Problem statement:
The entries contain pictures, which should not appear in the copy; everything else must be reproduced exactly.

Task inputs:
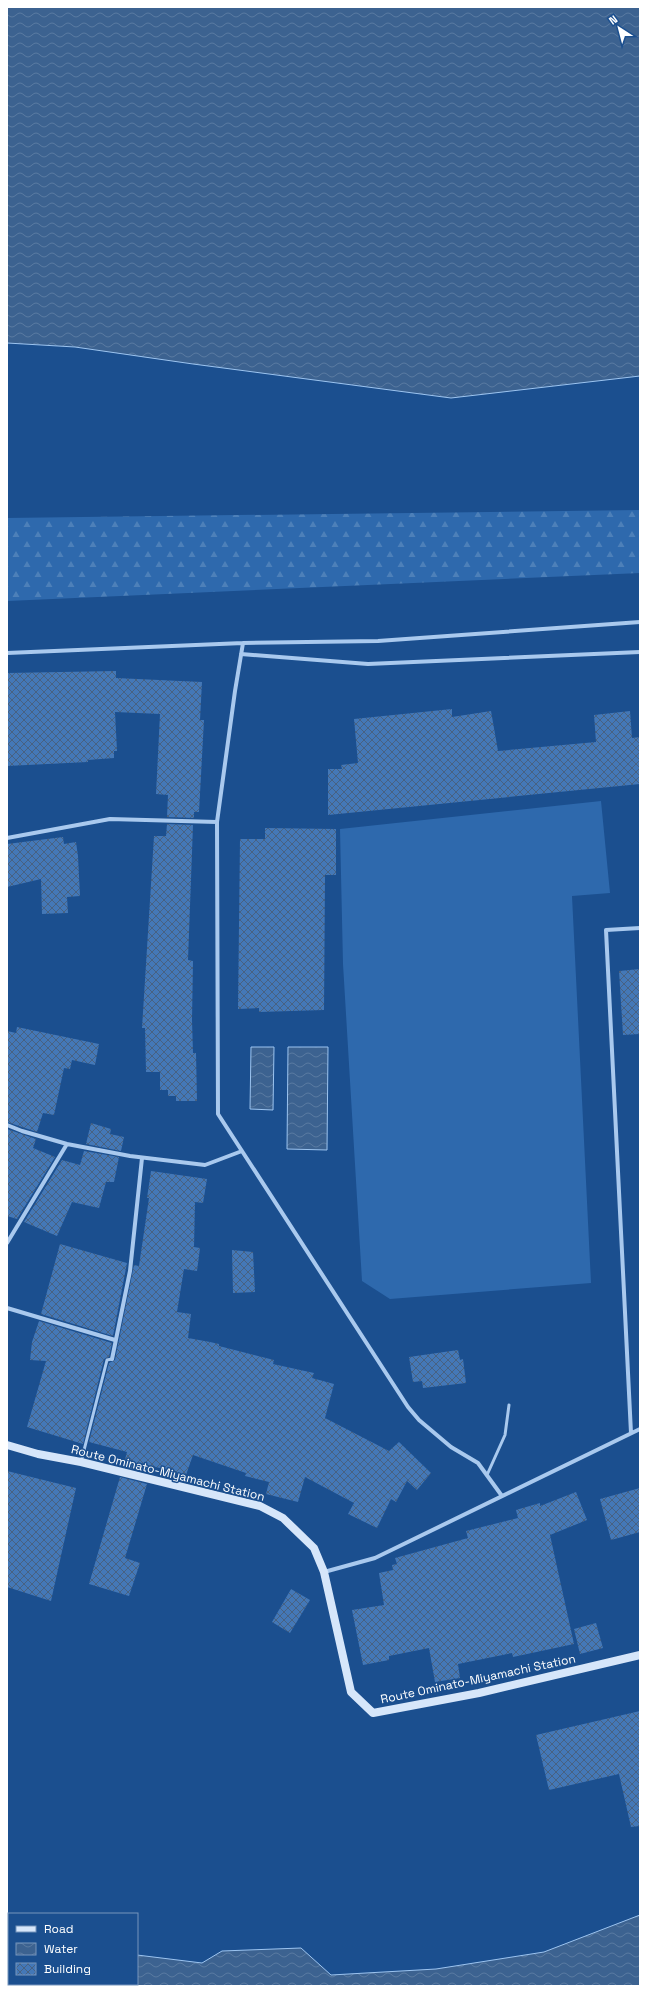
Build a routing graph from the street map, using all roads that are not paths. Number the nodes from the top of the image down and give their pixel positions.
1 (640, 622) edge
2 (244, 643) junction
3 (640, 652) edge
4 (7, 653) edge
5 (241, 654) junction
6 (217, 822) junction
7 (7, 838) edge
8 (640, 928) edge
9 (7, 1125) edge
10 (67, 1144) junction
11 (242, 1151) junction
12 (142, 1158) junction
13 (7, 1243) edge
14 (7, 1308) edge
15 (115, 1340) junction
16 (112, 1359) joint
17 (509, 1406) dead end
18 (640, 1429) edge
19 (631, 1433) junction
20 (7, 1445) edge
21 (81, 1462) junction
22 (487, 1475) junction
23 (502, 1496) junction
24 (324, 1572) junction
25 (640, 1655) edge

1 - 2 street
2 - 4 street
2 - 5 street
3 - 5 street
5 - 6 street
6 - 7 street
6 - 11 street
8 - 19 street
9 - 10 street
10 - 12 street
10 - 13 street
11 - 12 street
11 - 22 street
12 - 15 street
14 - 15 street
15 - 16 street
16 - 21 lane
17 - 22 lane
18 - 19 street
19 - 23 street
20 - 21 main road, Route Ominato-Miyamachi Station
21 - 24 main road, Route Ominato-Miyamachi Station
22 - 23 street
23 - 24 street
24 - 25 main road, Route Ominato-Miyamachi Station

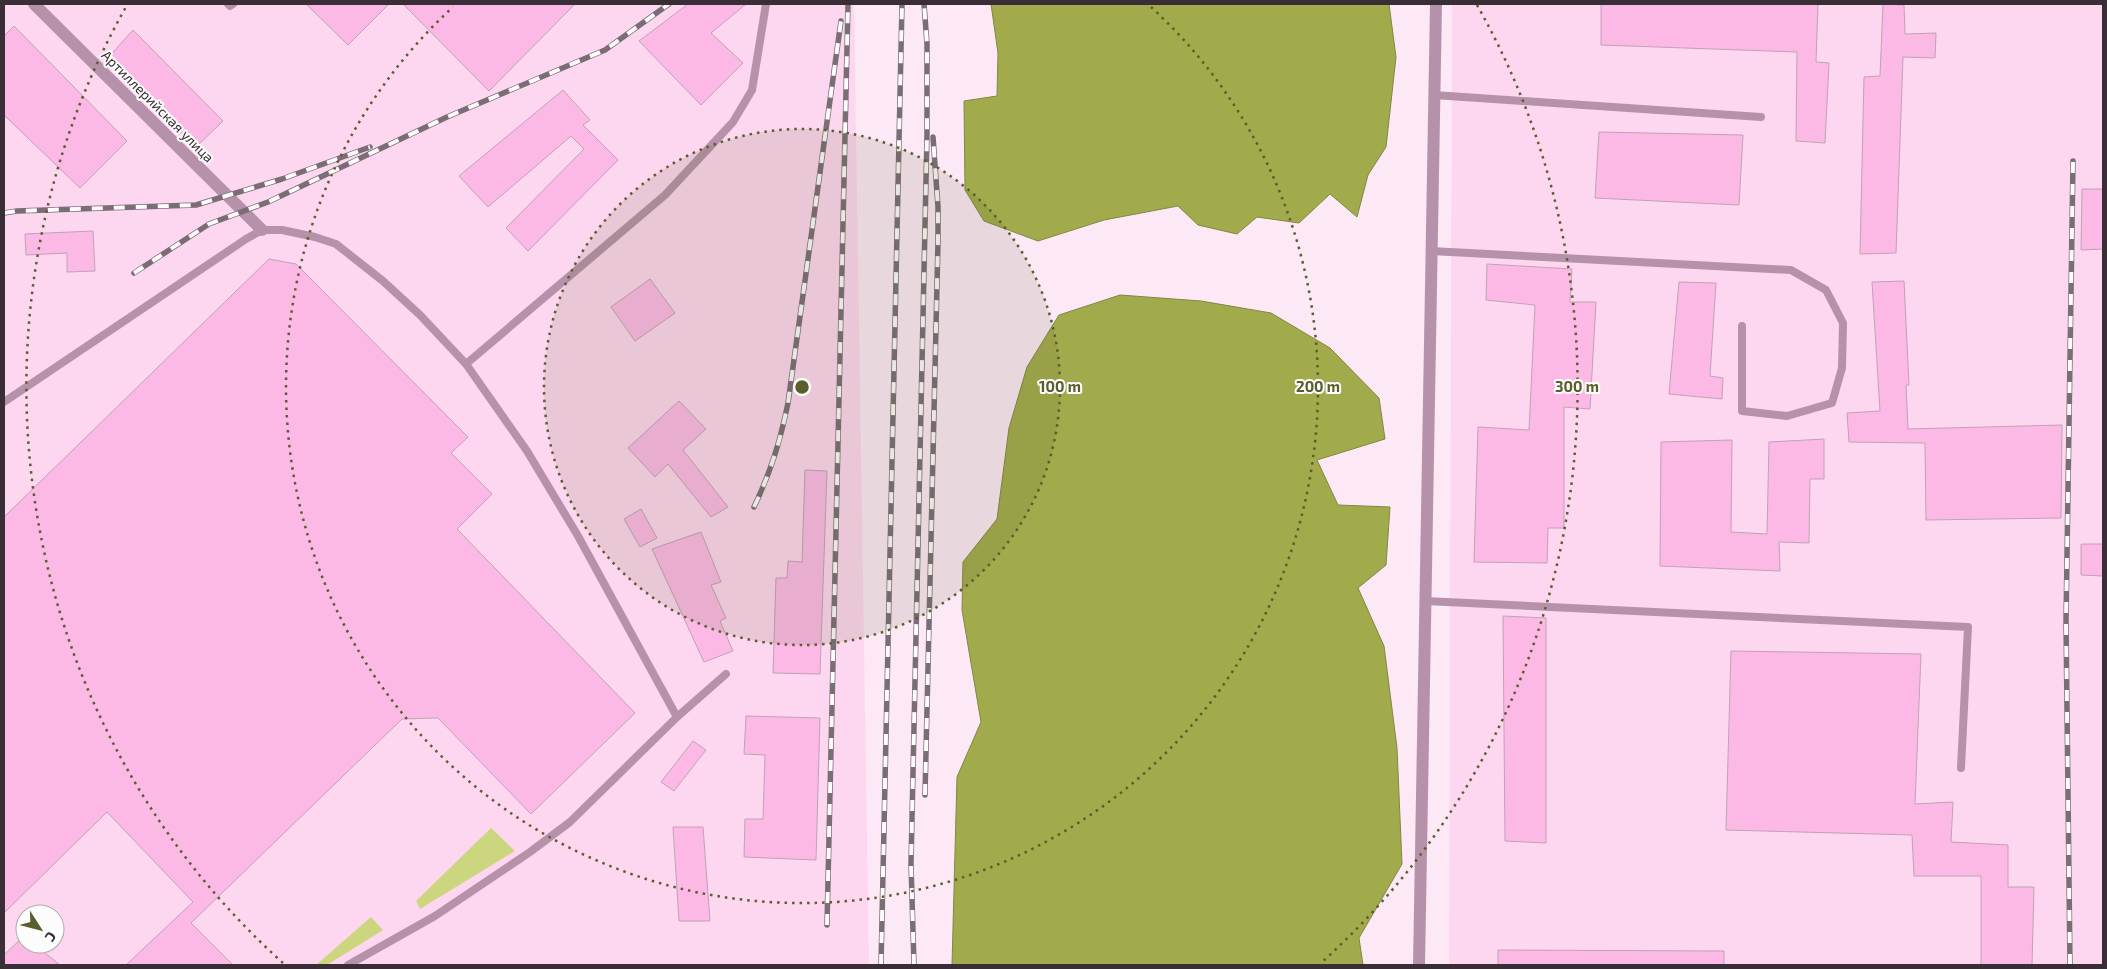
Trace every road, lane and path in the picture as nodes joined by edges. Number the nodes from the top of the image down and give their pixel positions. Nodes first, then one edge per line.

Answer to the problem:
Build a routing graph from the street map, using all roads that are not paths. Number the nodes from the top of the image down and give their pixel positions.
1 (640, 622) edge
2 (244, 643) junction
3 (640, 652) edge
4 (7, 653) edge
5 (241, 654) junction
6 (217, 822) junction
7 (7, 838) edge
8 (640, 928) edge
9 (7, 1125) edge
10 (67, 1144) junction
11 (242, 1151) junction
12 (142, 1158) junction
13 (7, 1243) edge
14 (7, 1308) edge
15 (115, 1340) junction
16 (112, 1359) joint
17 (509, 1406) dead end
18 (640, 1429) edge
19 (631, 1433) junction
20 (7, 1445) edge
21 (81, 1462) junction
22 (487, 1475) junction
23 (502, 1496) junction
24 (324, 1572) junction
25 (640, 1655) edge

1 - 2 street
2 - 4 street
2 - 5 street
3 - 5 street
5 - 6 street
6 - 7 street
6 - 11 street
8 - 19 street
9 - 10 street
10 - 12 street
10 - 13 street
11 - 12 street
11 - 22 street
12 - 15 street
14 - 15 street
15 - 16 street
16 - 21 lane
17 - 22 lane
18 - 19 street
19 - 23 street
20 - 21 main road, Route Ominato-Miyamachi Station
21 - 24 main road, Route Ominato-Miyamachi Station
22 - 23 street
23 - 24 street
24 - 25 main road, Route Ominato-Miyamachi Station

Trace every road, lane and path in the picture as nodes joined by edges. Number the nodes from the top of the image down and give their pixel positions. Nodes first, then one edge per line.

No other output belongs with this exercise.